FTIR spectra of volatile gas emitted from EP and EP/5PA-ZIF67@ZIF8 at the maximum degradation rate.

Figure 11.

Figure 11

Intensity curves of (a) Gram–Schmidt, (b) hydrocarbons, (c) carbonyl compounds, and (d) aromatic compounds for EP and EP/5PA-ZIF67@ZIF8.

3.7. Flame Retardancy Mechanism

Based on the results of the study, the possible flame retardancy mechanism of PA-ZIF67@ZIF8 is proposed in Scheme 2. PA-ZIF67@ZIF8 generates phosphorous radicals (PO and HPO) to capture the highly active free radicals (H and HO) to interrupt the burning process, thus suppressing flame development in the gas phase.27,29,32 Meanwhile, phosphoric acid derivatives, ZnO, and Co3O4 are generated in the solid phase, produced by early-stage pyrolysis of EP/5PA-ZIF67@ZIF8, and promote dehydration and carbonization of the matrix to improve the yield and quality of residual carbon in the thermoset.27,33 The generated compact residual carbon can exert the flame-retardant effect by isolating the matrix from heat and oxygen.

Scheme 2. Proposed Fire Retardancy Mechanism of EP/5PA-ZIF67@ZIF8.

Scheme 2

4. Conclusions

In this work, ZIF67@ZIF8-PA hybrids with core–shell structures are successfully synthesized. Then, ZIF67@ZIF8-PA hybrids as a flame retardant nanofiller are added to the EP matrix by a physical blending method. With the introduction of 5.0 wt % of ZIF67@ZIF8-PA into EP, the PHRR, TSP, and PCOP are dramatically decreased by 42.2, 27.2, and 41.5% compared with that of neat EP, respectively.
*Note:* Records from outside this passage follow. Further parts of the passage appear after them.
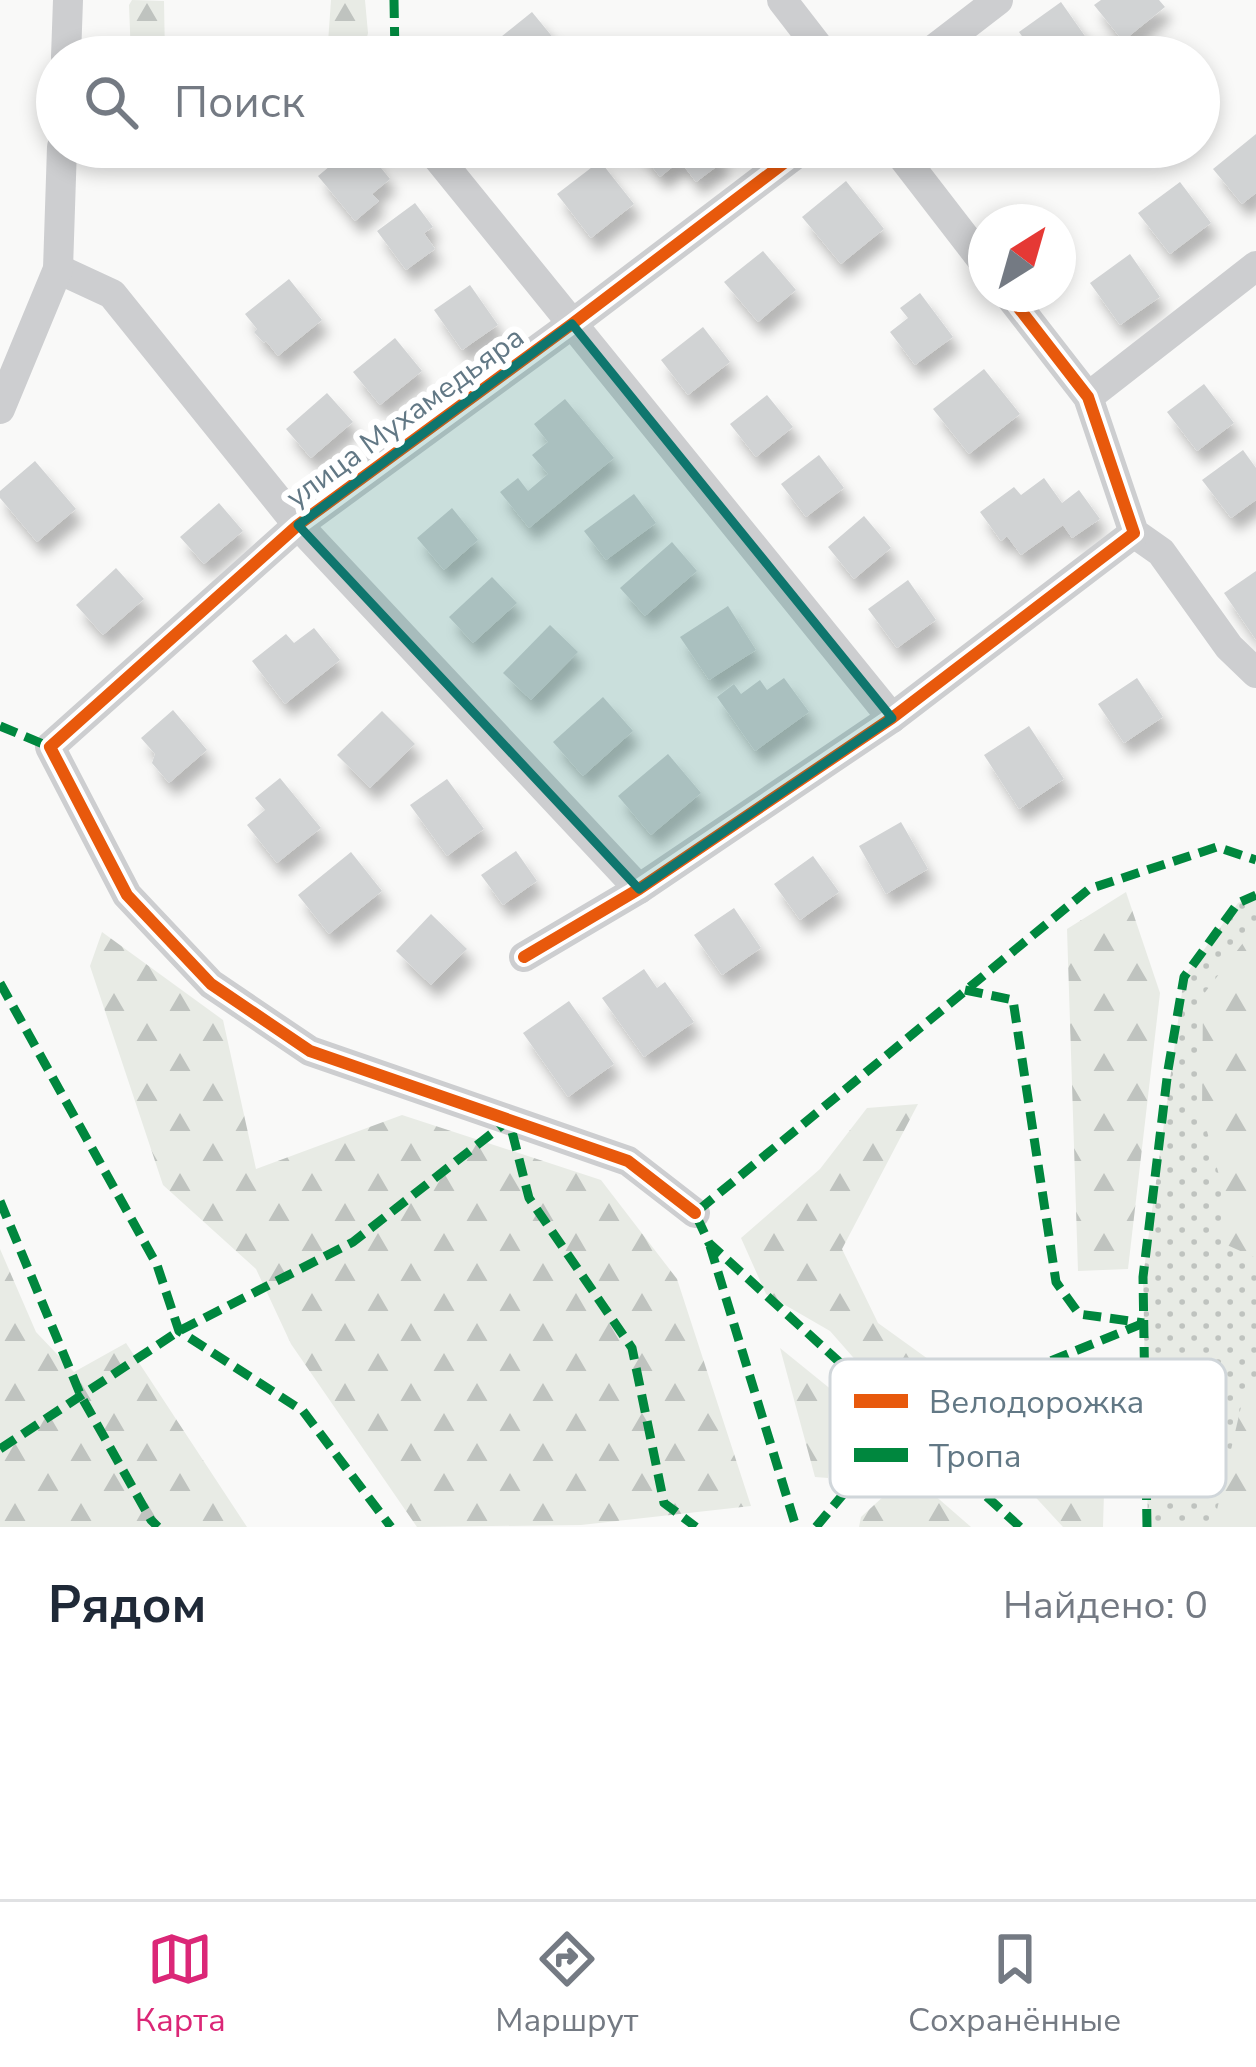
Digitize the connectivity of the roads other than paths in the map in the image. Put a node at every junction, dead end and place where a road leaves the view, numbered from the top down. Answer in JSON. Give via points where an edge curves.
{"nodes":[{"id":1,"x":68,"y":0,"type":"edge"},
{"id":2,"x":782,"y":0,"type":"edge"},
{"id":3,"x":998,"y":0,"type":"edge"},
{"id":4,"x":67,"y":36,"type":"edge"},
{"id":5,"x":810,"y":36,"type":"edge"},
{"id":6,"x":951,"y":36,"type":"edge"},
{"id":7,"x":61,"y":168,"type":"edge"},
{"id":8,"x":446,"y":168,"type":"edge"},
{"id":9,"x":778,"y":168,"type":"edge"},
{"id":10,"x":911,"y":168,"type":"edge"},
{"id":11,"x":968,"y":242,"type":"edge"},
{"id":12,"x":1256,"y":266,"type":"edge"},
{"id":13,"x":58,"y":269,"type":"junction"},
{"id":14,"x":1022,"y":312,"type":"edge"},
{"id":15,"x":572,"y":324,"type":"junction"},
{"id":16,"x":1088,"y":398,"type":"junction"},
{"id":17,"x":0,"y":410,"type":"edge"},
{"id":18,"x":298,"y":525,"type":"junction"},
{"id":19,"x":1134,"y":532,"type":"junction"},
{"id":20,"x":1256,"y":673,"type":"edge"},
{"id":21,"x":892,"y":718,"type":"junction"},
{"id":22,"x":639,"y":889,"type":"junction"},
{"id":23,"x":524,"y":957,"type":"dead end"},
{"id":24,"x":695,"y":1213,"type":"dead end"}],
"edges":[{"from":1,"to":4,"type":"street"},
{"from":2,"to":5,"type":"street"},
{"from":3,"to":6,"type":"street"},
{"from":7,"to":13,"type":"street"},
{"from":8,"to":15,"type":"street"},
{"from":9,"to":15,"type":"street","name":"улица Мухамедьяра"},
{"from":10,"to":11,"type":"street"},
{"from":12,"to":16,"type":"street"},
{"from":13,"to":17,"type":"street"},
{"from":13,"to":18,"type":"street","via":[[112,294]]},
{"from":14,"to":16,"type":"street"},
{"from":15,"to":18,"type":"street","name":"улица Мухамедьяра"},
{"from":15,"to":21,"type":"street"},
{"from":16,"to":19,"type":"street"},
{"from":18,"to":22,"type":"street"},
{"from":18,"to":24,"type":"street","name":"улица Мухамедьяра","via":[[50,747],[127,895],[211,984],[310,1052],[628,1162]]},
{"from":19,"to":20,"type":"street","via":[[1161,552]]},
{"from":19,"to":21,"type":"street"},
{"from":21,"to":22,"type":"street"},
{"from":22,"to":23,"type":"street"}]}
Meanwhile, the LOI value is improved from 25.4 to 29.3%. This is mainly due to the catalytic charring performance of Co3O4, ZnO, and phosphorus-containing compounds generated in the burning process of EP/5PA-ZIF67@ZIF8. This work proposed halogen-free flame retardants to effectively reduce the fire hazard of EP.

Acknowledgments

This work is supported by the Aeronautical Science Foundation of China (No. 2018ZF53065), the Key Project of Shaanxi Provincial Natural Science Foundation (No. 2021JZ-09), and the National Undergraduate Training Program for Innovation and Entrepreneurship (No. 201910699113). The authors also thank the Analytical & Testing Center of NPU for SEM, XPS, and TEM testing.

Supporting Information Available

The Supporting Information is available free of charge at https://pubs.acs.org/doi/10.1021/acsomega.2c01545.

  • Detailed characterization, TEM images of ZIF67@ZIF8 and PA-ZIF67@ZIF8 (Figure S1), storage modulus and tan delta of EP and its composites as a function of temperature (Figure S2), TCOP curves of EP and its nanocomposites (Figure S3), and XRD spectra of char residue of EP/5PA-ZIF67@ZIF8 (Figure S4) (PDF)

The authors declare no competing financial interest.